Ever since I encountered that crazy spread spectrum capacitance sensor (SSCS) site (http://humancond.org/wiki/user/ram/electro/capsense/0main), the Penn & Teller spirit chair paper FredM pointed to (pubs.media.mit.edu/pubs/papers/96_04_cmj.pdf), and most recently with the various noodling over on the staccato pedal thread, I've been thinking a lot about plate sensors, shielding, and spread spectrum, trying to make sense of it all.
1. I believe if the shield plate is driven directly and perfectly with a buffered version of the signal FROM the sensor plate, then the capacitance effectively disappears for the shielded side of the sensor plate.
2. If there is any delay or differential in this drive then some influence - however residual - will remain, lowering sensitivity and exposing the temperature dependence of the capacitance between the plates. (I believe this is an issue with the SSCS, where the shielding plate is driven with the stimulus rather than the sensor signal, which creates troublesome per-cycle and long term differentials between the plates.)
3. The closer the shield plate is physically to the sensor plate (i.e. the higher the mutual capacitance), the more accurate the shield drive needs to be in order to cancel/bootstrap the capacitance. (I believe this also is an issue with the SSCS, where the shielding and sensor plates are the two sides of a PWB.)

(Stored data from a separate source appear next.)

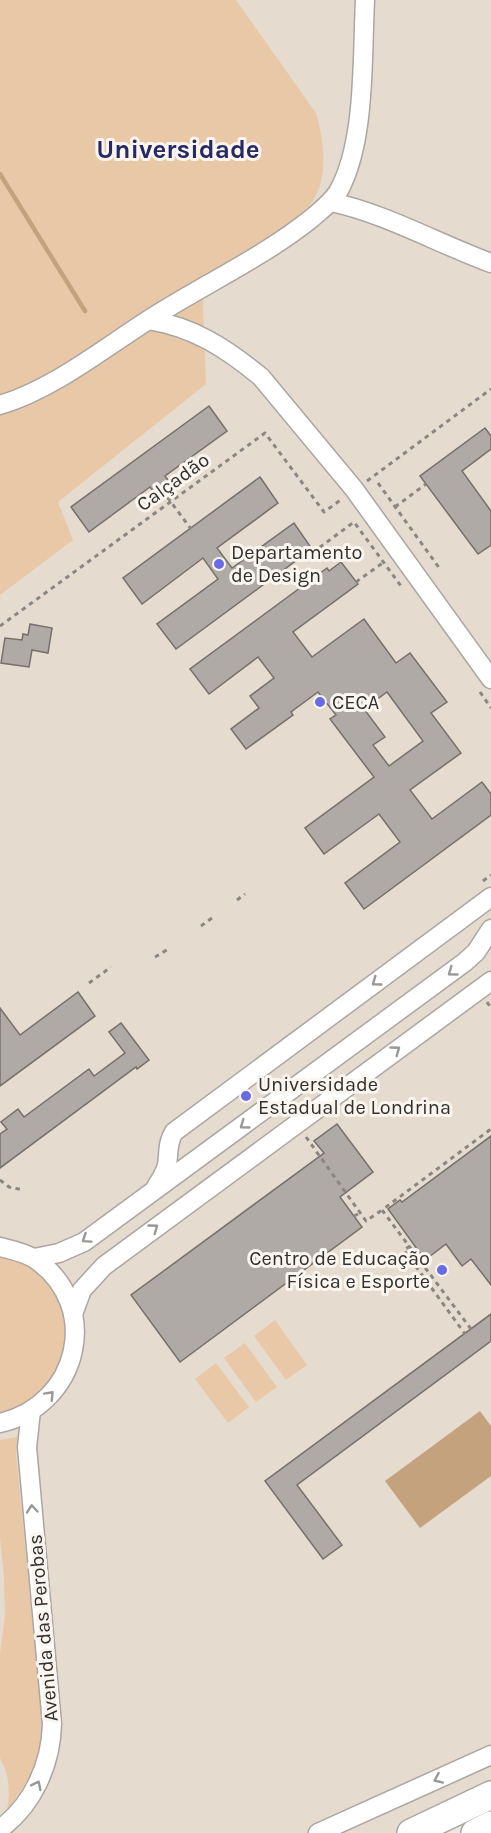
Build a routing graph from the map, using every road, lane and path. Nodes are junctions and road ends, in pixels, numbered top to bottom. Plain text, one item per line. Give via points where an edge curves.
1 (365, 0) edge
2 (334, 197) junction
3 (491, 263) edge
4 (155, 316) junction
5 (491, 389) edge
6 (0, 405) edge
7 (378, 483) dead end
8 (426, 484) dead end
9 (361, 485) dead end
10 (162, 490) dead end
11 (342, 499) dead end
12 (171, 502) junction
13 (395, 507) junction
14 (191, 528) dead end
15 (306, 553) dead end
16 (384, 562) junction
17 (440, 569) dead end
18 (356, 582) dead end
19 (405, 590) dead end
20 (0, 626) edge
21 (482, 682) edge
22 (491, 708) edge
23 (245, 894) dead end
24 (491, 897) edge
25 (237, 900) dead end
26 (482, 911) edge
27 (212, 918) dead end
28 (201, 926) dead end
29 (491, 929) edge
30 (170, 948) dead end
31 (155, 957) dead end
32 (111, 967) dead end
33 (491, 981) edge
34 (89, 982) dead end
35 (491, 1129) edge
36 (301, 1130) dead end
37 (0, 1180) edge
38 (23, 1190) dead end
39 (153, 1191) junction
40 (382, 1210) junction
41 (360, 1213) junction
42 (354, 1216) dead end
43 (410, 1246) junction
44 (0, 1247) edge
45 (33, 1258) junction
46 (73, 1314) junction
47 (471, 1329) dead end
48 (465, 1334) dead end
49 (31, 1411) junction
50 (0, 1423) edge
51 (491, 1755) edge
52 (491, 1795) edge
53 (491, 1825) edge
54 (0, 1829) edge
55 (318, 1833) edge
56 (411, 1833) edge
57 (475, 1833) edge

1 - 2 street via 358,135 346,175
2 - 3 street
2 - 4 street via 296,231
4 - 6 street via 30,394
4 - 21 street via 224,350 261,377 354,489
5 - 9 path
7 - 13 path
8 - 13 path
10 - 12 path
11 - 12 path, Calçadão via 324,512 265,433
12 - 14 path
12 - 20 path, Calçadão
13 - 17 path
15 - 16 path via 309,556 354,522
16 - 18 path
16 - 19 path
21 - 22 path
23 - 25 path
24 - 26 street
26 -> 39 street via 174,1132 163,1176
27 - 28 path
29 -> 39 street via 465,962
30 - 31 path
32 - 34 path
46 -> 33 street via 82,1290 104,1266
35 - 40 path
36 - 41 path
37 - 38 path
39 -> 45 street via 84,1242 59,1253
40 - 41 path via 366,1221
40 - 43 path
41 - 42 path
43 - 47 path
43 - 48 path via 404,1250
44 - 45 street
45 - 46 street via 63,1290
49 -> 46 street via 59,1386 70,1364 75,1339
49 - 50 street
54 -> 49 street, Avenida das Perobas via 28,1801 43,1772 51,1742 27,1447
51 -> 55 street
52 - 56 highway
53 - 57 highway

4. One could have multiple sensor plates, all driven with the same stimulus, but each shield plate would need separate buffered drive from its associated sensor plate signal to be most effective.
5. These methods are usually implemented as AM, which means, unlike with conventional FM Theremins, there is the opportunity to easily squash mains hum. (For something like the staccato pedal this is vital, because the human body is a massive hum source when in very close proximity to high impedance inputs.)
6. Stimulus can be just about anything, though band limited spread spectrum (as described on the SSCS site: the XOR of an LFSR output and its clock, with LC lowpass) probably makes the most sense as it doesn't correlate well with any environmental signals.
7. If the stimulus is spread spectrum then the receiver should be synchronous AM to reject / average out interferers. This could be as simple as an analog switch arrangement followed by RC LPF (set to 500Hz or so).
8. Sensor drive is kind of problematic. A healthy voltage swing at the sensor plate is necessary in order to sense external capacitance, but driving this conflicts somewhat with the the high impedance nature of the sensing itself. ANY drive or sense loading will lower sensitivity. Resonant drive via series inductance in a multiple sensor arrangement is also problematic.
The above precludes using the shield to capacitively drive the sensor for the most sensitive arrangements, but for a close proximity detector like the staccato pedal, stimulating the sensor via the shield would likely work. In fact I set up a simple RC oscillator with feedback based on the sensor plate voltage and it worked pretty good on the bench (though doing so was only a rough feasibility test, there was hum all over the place, and this of course is a FM approach).
If you go the AM route and are planning on feeding the data to digital stuff downstream, you need to have a good A/D converter, possibly with a log converter in between (this is the spirit chair HW approach). FM approaches can often be dealt with directly in the timing domain and so don't necessarily have this requirement, but interference between multiple sensors is more of an issue with FM.
I should also add that the spirit chair is a transmission approach, where the user is electrically stimulated via a capacitive plate in the seat of the chair, and the multiple sensors are unshielded receivers.